CAIRO — Embattled Israeli Prime Minister Ehud Barak met President Hosni Mubarak Monday to discuss a U.S.-hosted peace summit that has shredded his ruling coalition.
The Egyptian leader, who held talks with Palestinian President Yasser Arafat Sunday, listened to Barak's views on the summit that aims to end the 52-year-old Middle East conflict, an Egyptian official said.
"The Israeli prime minister confirmed he is going to Camp David with guarded hopes, knowing the difficulties that await them (the two parties)," Mubarak's political adviser Osama al-Baz told reporters.
"He is aware that the issues are very complicated and the two sides have entered a stage where they should face facts."
Foreign Minister Amr Moussa said Sunday that Mubarak would stress to Barak the urgency for a successful summit, aimed at making possible a final Israeli-Palestinian peace settlement by the Sept. 13 deadline agreed by both sides.
"This summit has a chance to achieve something, but this requires political will," he told reporters. "It requires all sides to have the courage and boldness to make peace."
Moussa said Barak's "five no's" hung like a dark cloud over the summit and, if they represented Israel's real position, it would be hard to accomplish anything tangible at the summit.
Barak, while refusing to spell out his bottom line, has laid out five "red lines" that reject any return to the pre-war 1967 borders, any entry of a foreign army in the West Bank, any assumption of responsibility for creating the Palestinian refugee problem, any change in Jerusalem's status as a united city under Israeli sovereignty and any deal that would prevent most Jewish settlers remaining in blocs in the West Bank.
Already modest hopes for the summit at the U.S. presidential retreat of Camp David plunged Sunday when Barak's right-wing and religious allies deserted his government, saying he had failed to consult them at a crucial moment in peacemaking.

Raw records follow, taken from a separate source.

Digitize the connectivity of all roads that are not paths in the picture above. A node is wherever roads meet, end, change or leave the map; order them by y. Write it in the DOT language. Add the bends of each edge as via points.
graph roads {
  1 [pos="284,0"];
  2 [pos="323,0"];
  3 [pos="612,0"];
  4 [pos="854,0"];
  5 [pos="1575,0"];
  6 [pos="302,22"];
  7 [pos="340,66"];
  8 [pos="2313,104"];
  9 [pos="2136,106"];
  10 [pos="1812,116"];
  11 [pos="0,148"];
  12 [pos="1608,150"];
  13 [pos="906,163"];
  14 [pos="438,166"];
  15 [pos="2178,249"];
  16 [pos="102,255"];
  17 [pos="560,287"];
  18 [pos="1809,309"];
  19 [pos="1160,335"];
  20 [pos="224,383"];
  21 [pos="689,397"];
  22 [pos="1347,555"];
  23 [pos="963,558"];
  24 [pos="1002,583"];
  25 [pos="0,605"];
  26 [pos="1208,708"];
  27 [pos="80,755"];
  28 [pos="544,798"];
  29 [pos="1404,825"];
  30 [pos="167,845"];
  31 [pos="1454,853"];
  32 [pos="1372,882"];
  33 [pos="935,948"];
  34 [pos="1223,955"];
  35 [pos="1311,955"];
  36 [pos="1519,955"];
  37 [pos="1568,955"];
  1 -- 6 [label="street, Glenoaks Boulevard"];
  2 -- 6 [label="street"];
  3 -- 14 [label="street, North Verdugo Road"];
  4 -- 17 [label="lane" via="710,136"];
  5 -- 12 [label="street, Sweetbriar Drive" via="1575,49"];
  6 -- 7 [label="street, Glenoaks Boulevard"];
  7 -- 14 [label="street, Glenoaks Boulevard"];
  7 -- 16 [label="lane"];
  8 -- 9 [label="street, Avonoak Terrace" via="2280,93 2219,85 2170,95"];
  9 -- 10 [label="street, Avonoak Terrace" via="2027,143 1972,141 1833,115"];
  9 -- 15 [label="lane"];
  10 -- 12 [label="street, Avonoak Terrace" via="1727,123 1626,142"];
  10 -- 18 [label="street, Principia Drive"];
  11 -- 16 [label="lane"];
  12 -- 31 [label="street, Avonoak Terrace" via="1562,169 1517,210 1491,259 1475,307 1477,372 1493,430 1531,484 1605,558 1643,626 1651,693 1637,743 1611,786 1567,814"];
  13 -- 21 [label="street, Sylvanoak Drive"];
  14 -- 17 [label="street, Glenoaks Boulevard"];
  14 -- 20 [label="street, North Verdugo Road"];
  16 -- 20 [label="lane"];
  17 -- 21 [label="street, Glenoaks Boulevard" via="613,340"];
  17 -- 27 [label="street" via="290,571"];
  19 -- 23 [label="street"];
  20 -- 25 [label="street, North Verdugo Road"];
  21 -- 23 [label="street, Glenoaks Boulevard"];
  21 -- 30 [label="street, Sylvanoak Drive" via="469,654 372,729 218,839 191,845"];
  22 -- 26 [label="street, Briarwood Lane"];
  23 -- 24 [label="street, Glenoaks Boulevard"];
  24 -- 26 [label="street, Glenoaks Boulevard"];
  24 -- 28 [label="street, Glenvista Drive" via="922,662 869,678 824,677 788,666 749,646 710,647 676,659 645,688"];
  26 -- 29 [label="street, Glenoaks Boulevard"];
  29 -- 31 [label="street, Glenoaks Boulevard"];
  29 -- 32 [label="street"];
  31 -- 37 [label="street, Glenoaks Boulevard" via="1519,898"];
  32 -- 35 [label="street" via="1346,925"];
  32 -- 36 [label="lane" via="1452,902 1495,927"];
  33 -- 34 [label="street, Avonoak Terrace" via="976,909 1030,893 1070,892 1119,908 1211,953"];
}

Barak, who returned to Jerusalem after meeting Mubarak to face a no-confidence motion in his splintered government, has vowed to go to Camp David whatever happens, appealing directly to Israeli voters to support him.
Baz said disputes inside the Israeli coalition were an internal affair with no bearing on peace efforts. "He (Barak) said his general trend is to do his best to reach an agreement and local policies will not prevent him," he said.
In a televised address Sunday, Barak promised to put any peace deal to Israel's first national referendum.
"If we return with an agreement, it will be an agreement that Ehud Barak will have complete faith in, and I have no doubt it will pass with an overwhelming majority," Barak's chief security adviser, Danny Yatom, told Israel Radio Monday.
An opinion poll published Monday in Israel's Yedioth Ahronoth newspaper showed a majority of Israelis in favor of making compromises for peace at the summit hosted by President Clinton and starting Tuesday.
Three of Barak's coalition parties quit Sunday, stripping him of a majority in parliament. Foreign Minister David Levy, a member of Barak's One Israel faction, rejected an invitation to join Barak at the open-ended summit.
Israel radio said Barak would ask Mubarak about Azzam Azzam, an Israeli businessman jailed by Egypt three years ago for spying. Baz did not confirm that Barak had raised the issue, but said it could have no connection to Middle East peacemaking.
"We cannot link the peace process, a critical cause for the future of the region, to an individual case. We cannot accept it as a bargaining chip," he said.
Mubarak has in the past firmly rejected pressure for Azzam's release, saying he cannot interfere in the judicial process.
Azzam, convicted of espionage in August 1997, was sentenced to 15 years in jail with hard labor. Israel described the verdict as an outrage and insisted Azzam was innocent.